Examine each line of the data. Copy the line if it includes the word "Left".

===

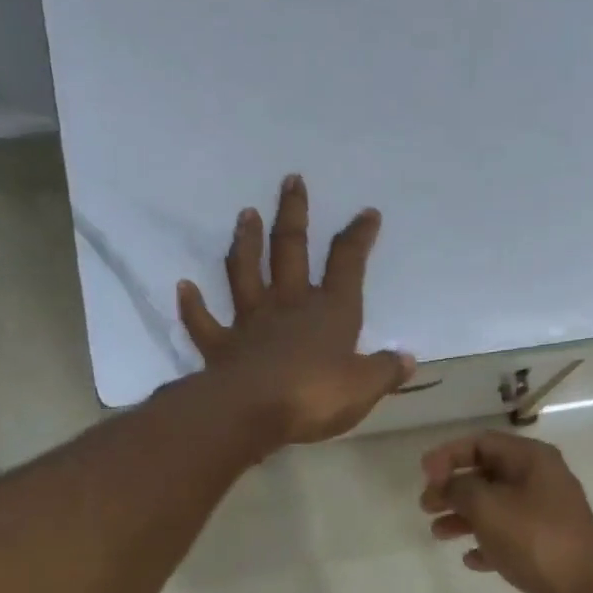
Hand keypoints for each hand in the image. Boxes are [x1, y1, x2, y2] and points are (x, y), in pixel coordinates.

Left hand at [177, 175, 413, 444]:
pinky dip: (193, 305)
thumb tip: (407, 359)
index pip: (348, 264)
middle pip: (291, 251)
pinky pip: (203, 322)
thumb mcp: (364, 388)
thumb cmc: (316, 396)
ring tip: (245, 214)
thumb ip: (385, 371)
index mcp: (331, 312)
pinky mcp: (222, 346)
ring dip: (245, 243)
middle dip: (293, 215)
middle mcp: (289, 306)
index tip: (366, 212)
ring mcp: (251, 323)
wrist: (253, 412)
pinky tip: (184, 286)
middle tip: (291, 180)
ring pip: (245, 273)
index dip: (358, 237)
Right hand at [420, 432, 592, 592]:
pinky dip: (487, 544)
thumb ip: (459, 489)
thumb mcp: (488, 506)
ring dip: (465, 517)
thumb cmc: (534, 539)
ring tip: (437, 533)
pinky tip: (470, 559)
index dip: (449, 455)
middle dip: (454, 488)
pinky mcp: (547, 548)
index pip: (483, 442)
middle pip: (488, 475)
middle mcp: (542, 481)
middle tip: (426, 506)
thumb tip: (446, 484)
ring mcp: (547, 516)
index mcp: (533, 460)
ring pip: (496, 508)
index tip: (423, 475)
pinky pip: (509, 538)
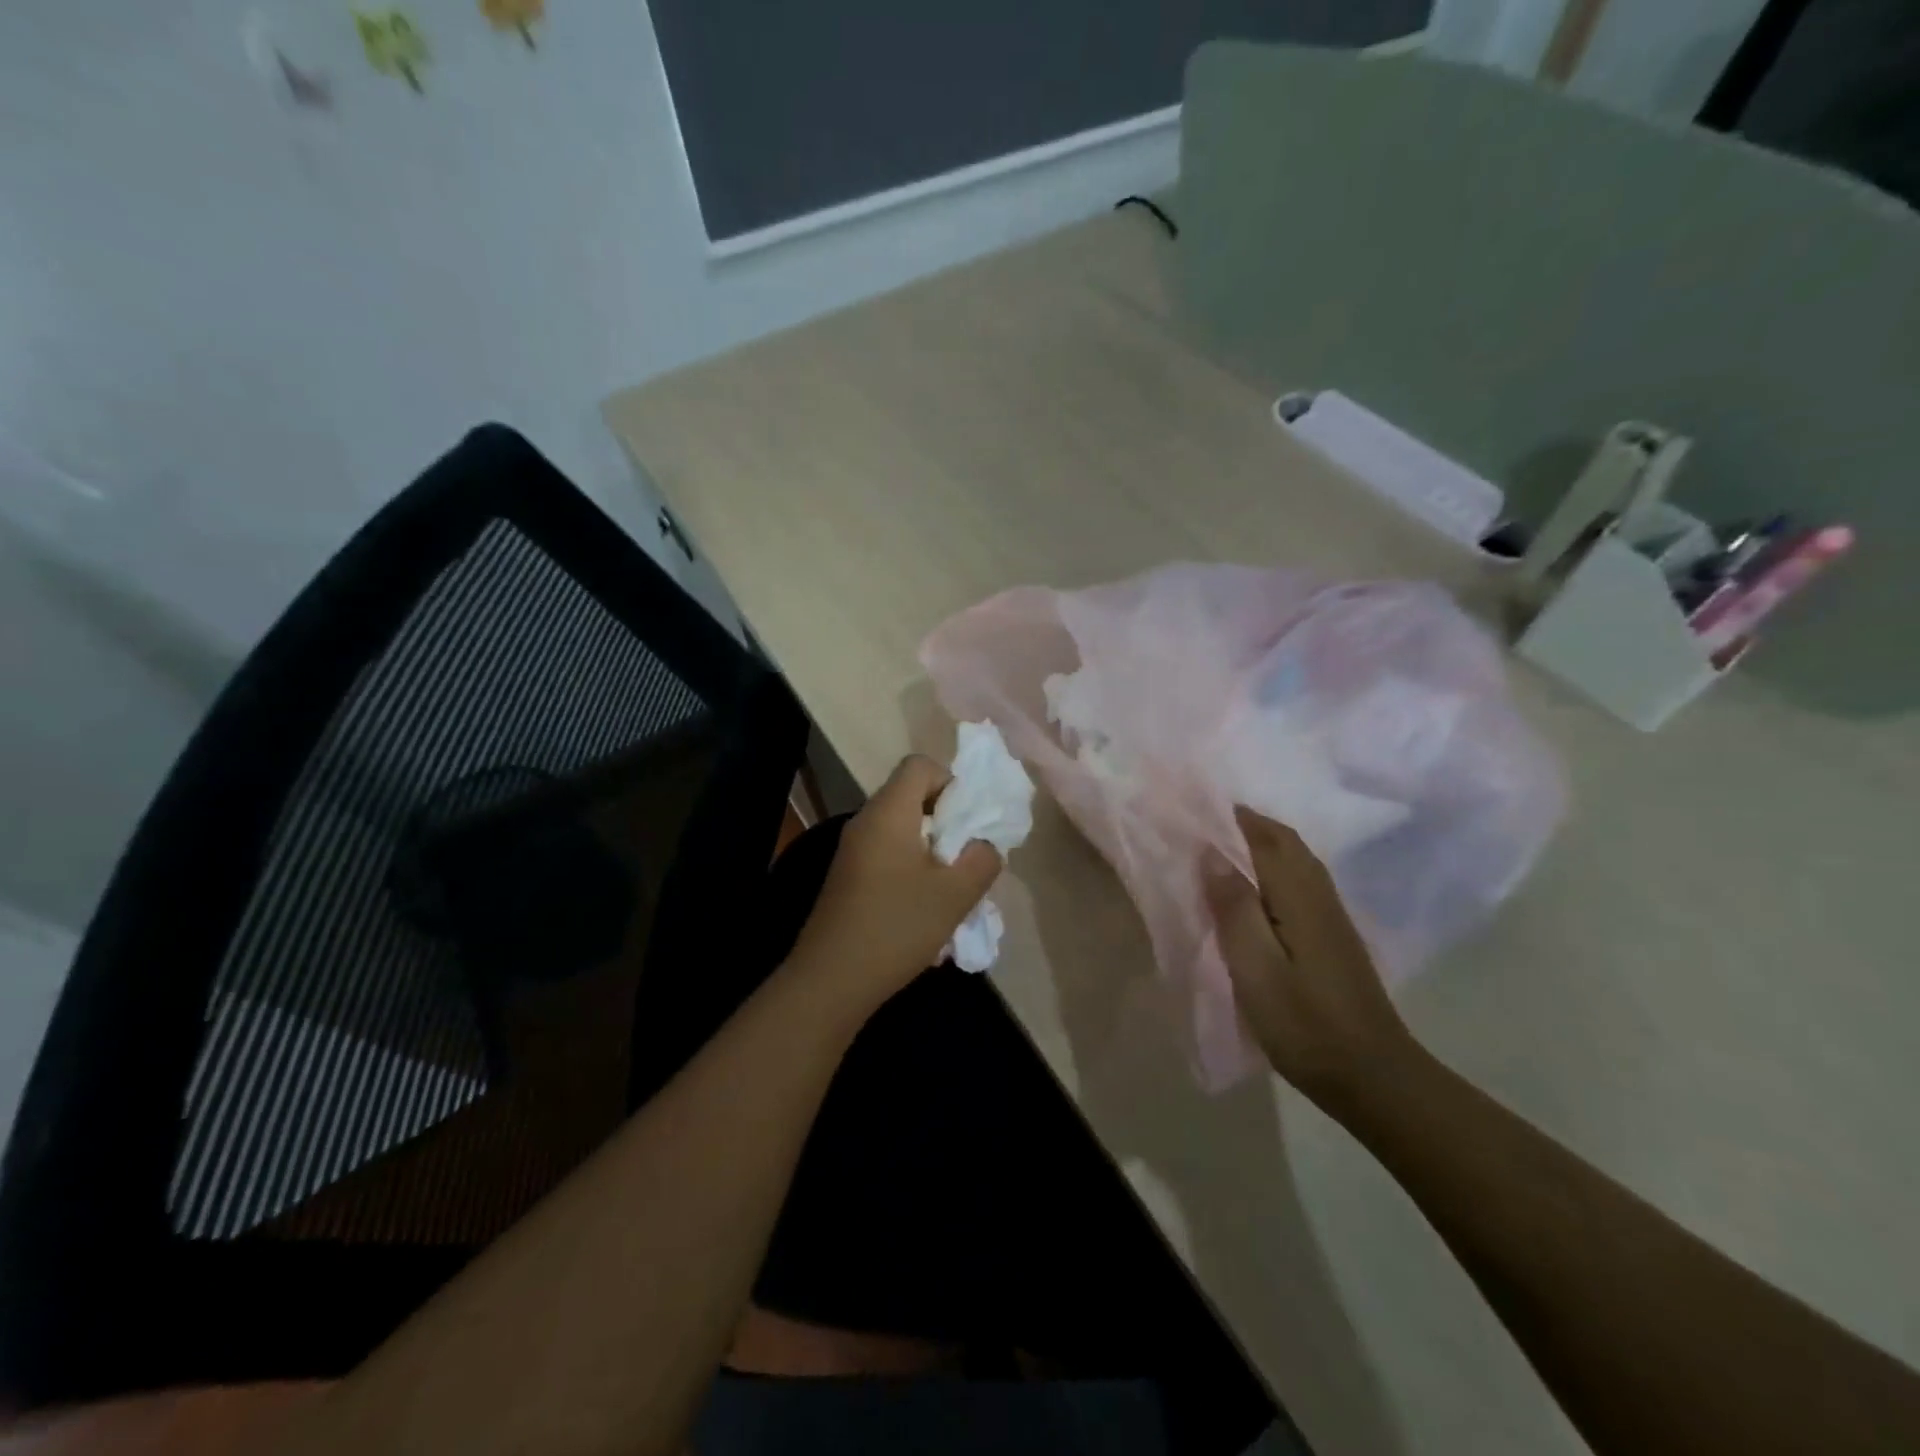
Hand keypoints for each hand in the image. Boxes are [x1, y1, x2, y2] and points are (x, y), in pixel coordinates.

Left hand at [787, 755, 1002, 1007]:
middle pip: (911, 795)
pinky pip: (888, 853)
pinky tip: (924, 907)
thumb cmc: (896, 927)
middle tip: (966, 856)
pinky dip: (912, 867)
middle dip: (947, 820)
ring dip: (932, 848)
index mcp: (888, 812)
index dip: (950, 782)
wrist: (831, 980)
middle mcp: (866, 822)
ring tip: (951, 885)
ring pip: (902, 828)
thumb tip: (984, 845)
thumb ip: (982, 859)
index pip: (919, 765)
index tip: (968, 821)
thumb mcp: (955, 894)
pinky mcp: (849, 877)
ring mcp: (853, 851)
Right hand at [1206, 805, 1416, 1111]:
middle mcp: (1320, 897)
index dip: (1236, 818)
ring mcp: (1333, 918)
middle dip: (1251, 825)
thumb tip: (1211, 852)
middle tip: (1208, 820)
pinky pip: (1302, 883)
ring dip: (1264, 844)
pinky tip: (1258, 888)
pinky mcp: (1335, 939)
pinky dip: (1276, 868)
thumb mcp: (1256, 968)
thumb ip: (1234, 908)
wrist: (1373, 1077)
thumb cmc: (1305, 1023)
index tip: (1200, 803)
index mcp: (1299, 898)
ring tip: (1225, 846)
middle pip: (1287, 844)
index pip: (1267, 839)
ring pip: (1298, 862)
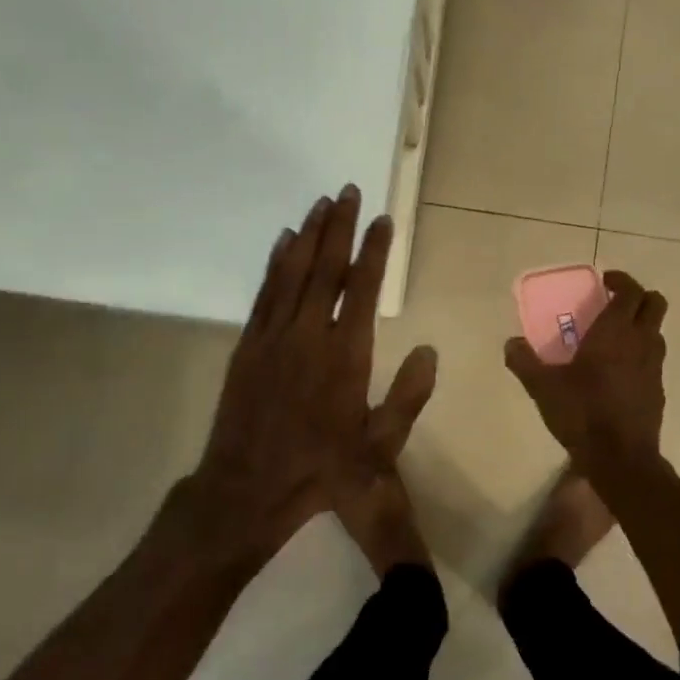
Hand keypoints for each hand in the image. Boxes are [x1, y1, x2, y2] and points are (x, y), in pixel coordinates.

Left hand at [186, 186, 431, 560]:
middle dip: (340, 226)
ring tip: (321, 203)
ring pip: (294, 272)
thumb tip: (430, 350)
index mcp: (346, 355)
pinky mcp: (248, 344)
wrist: (249, 488)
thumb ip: (408, 397)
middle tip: (348, 190)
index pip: (364, 288)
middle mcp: (310, 334)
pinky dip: (276, 262)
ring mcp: (274, 336)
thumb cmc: (323, 470)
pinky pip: (265, 292)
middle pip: (327, 268)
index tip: (382, 219)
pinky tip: (284, 240)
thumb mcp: (379, 446)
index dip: (374, 250)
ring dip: (309, 234)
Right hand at [505, 271, 666, 462]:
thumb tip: (511, 343)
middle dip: (638, 297)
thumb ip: (524, 362)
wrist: (621, 459)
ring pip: (657, 332)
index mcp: (615, 332)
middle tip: (612, 303)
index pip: (631, 291)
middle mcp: (641, 342)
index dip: (621, 280)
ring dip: (641, 326)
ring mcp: (655, 367)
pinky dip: (641, 355)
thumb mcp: (543, 387)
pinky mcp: (658, 390)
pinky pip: (654, 360)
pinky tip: (617, 373)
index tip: (604, 282)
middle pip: (655, 303)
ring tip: (613, 338)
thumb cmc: (582, 413)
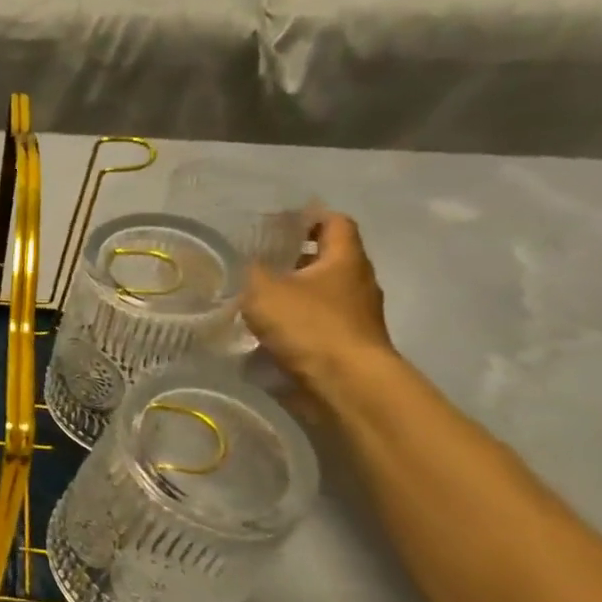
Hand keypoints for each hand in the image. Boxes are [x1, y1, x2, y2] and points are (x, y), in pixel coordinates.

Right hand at [242, 211, 394, 393]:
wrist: (346, 384)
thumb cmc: (309, 325)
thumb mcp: (264, 290)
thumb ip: (250, 271)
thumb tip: (243, 262)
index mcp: (345, 259)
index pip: (334, 222)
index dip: (308, 217)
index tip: (278, 222)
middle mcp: (358, 282)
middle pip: (327, 258)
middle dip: (294, 257)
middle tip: (258, 259)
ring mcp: (357, 315)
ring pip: (321, 292)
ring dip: (293, 291)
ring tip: (256, 296)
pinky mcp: (347, 343)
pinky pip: (318, 320)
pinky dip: (296, 320)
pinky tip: (268, 328)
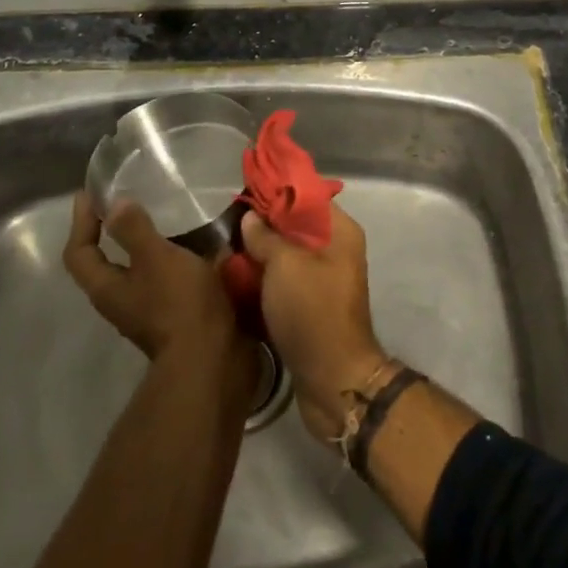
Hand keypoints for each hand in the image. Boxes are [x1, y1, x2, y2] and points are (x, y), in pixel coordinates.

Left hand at [64, 193, 240, 362]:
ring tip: (168, 216)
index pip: (79, 253)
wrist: (213, 357)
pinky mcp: (176, 313)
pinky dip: (175, 258)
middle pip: (105, 264)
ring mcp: (149, 310)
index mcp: (107, 288)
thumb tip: (114, 205)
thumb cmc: (179, 303)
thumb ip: (134, 230)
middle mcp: (121, 301)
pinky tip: (196, 243)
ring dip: (148, 245)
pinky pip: (167, 278)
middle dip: (113, 233)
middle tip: (128, 202)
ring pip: (139, 271)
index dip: (81, 222)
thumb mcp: (155, 258)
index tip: (89, 194)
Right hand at [241, 206, 388, 441]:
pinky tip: (237, 277)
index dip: (278, 191)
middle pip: (297, 226)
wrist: (332, 379)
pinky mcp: (311, 305)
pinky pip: (285, 281)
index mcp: (340, 231)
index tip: (246, 188)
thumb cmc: (312, 310)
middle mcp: (336, 250)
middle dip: (265, 223)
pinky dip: (264, 278)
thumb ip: (266, 236)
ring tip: (226, 247)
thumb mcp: (285, 265)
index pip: (308, 196)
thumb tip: (251, 217)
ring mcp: (324, 280)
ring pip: (288, 255)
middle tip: (229, 222)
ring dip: (261, 253)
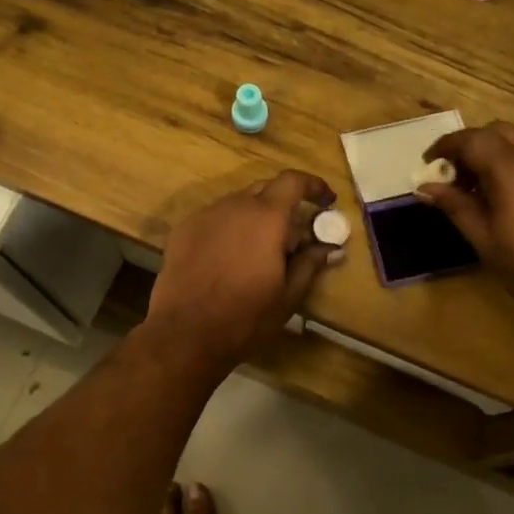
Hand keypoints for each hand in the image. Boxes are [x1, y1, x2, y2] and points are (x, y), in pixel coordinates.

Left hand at [147, 170, 337, 368]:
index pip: (293, 181)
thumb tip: (330, 248)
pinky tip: (230, 257)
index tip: (326, 201)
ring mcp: (206, 215)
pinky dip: (230, 227)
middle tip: (295, 233)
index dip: (313, 186)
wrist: (185, 332)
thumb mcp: (288, 294)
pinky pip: (215, 218)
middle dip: (285, 203)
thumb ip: (310, 263)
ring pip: (238, 203)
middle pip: (265, 188)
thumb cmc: (246, 316)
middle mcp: (235, 205)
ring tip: (261, 249)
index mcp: (266, 217)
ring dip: (256, 216)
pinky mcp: (183, 229)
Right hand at [417, 122, 513, 344]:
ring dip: (499, 151)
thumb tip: (426, 187)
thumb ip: (456, 206)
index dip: (445, 147)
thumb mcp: (486, 241)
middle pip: (497, 131)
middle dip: (472, 146)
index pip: (470, 139)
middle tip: (457, 179)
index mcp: (512, 167)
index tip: (429, 164)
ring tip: (487, 188)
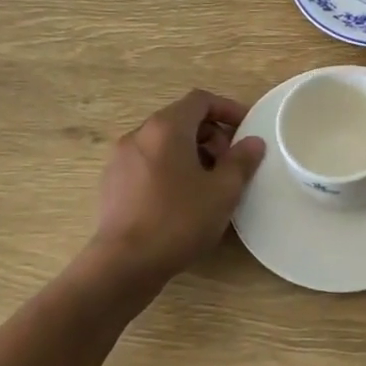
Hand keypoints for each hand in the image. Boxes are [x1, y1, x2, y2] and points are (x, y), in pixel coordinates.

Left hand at [87, 89, 265, 285]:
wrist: (123, 265)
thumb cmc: (178, 221)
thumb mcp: (222, 192)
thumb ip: (241, 161)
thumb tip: (253, 142)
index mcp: (166, 128)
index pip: (200, 100)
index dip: (227, 109)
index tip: (246, 129)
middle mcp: (139, 134)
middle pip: (181, 119)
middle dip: (211, 135)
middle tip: (230, 163)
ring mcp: (120, 159)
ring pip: (163, 142)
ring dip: (191, 152)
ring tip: (209, 183)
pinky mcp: (112, 183)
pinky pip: (147, 162)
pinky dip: (169, 167)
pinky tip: (182, 199)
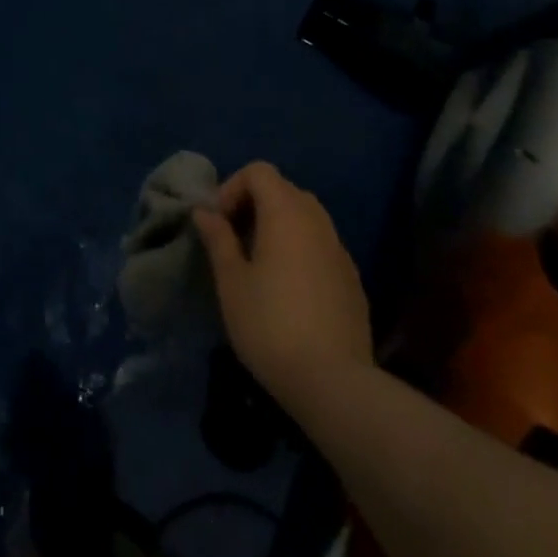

===

__Reply to the task__.
Left hand at [177, 175, 413, 444]:
Left hand at [787, 755, 1002, 1007]:
Left hand at [186, 186, 431, 560]:
Left hand at [64, 193, 240, 362]:
Left hand at [147, 170, 337, 368]:
Left hand at [87, 89, 265, 285]:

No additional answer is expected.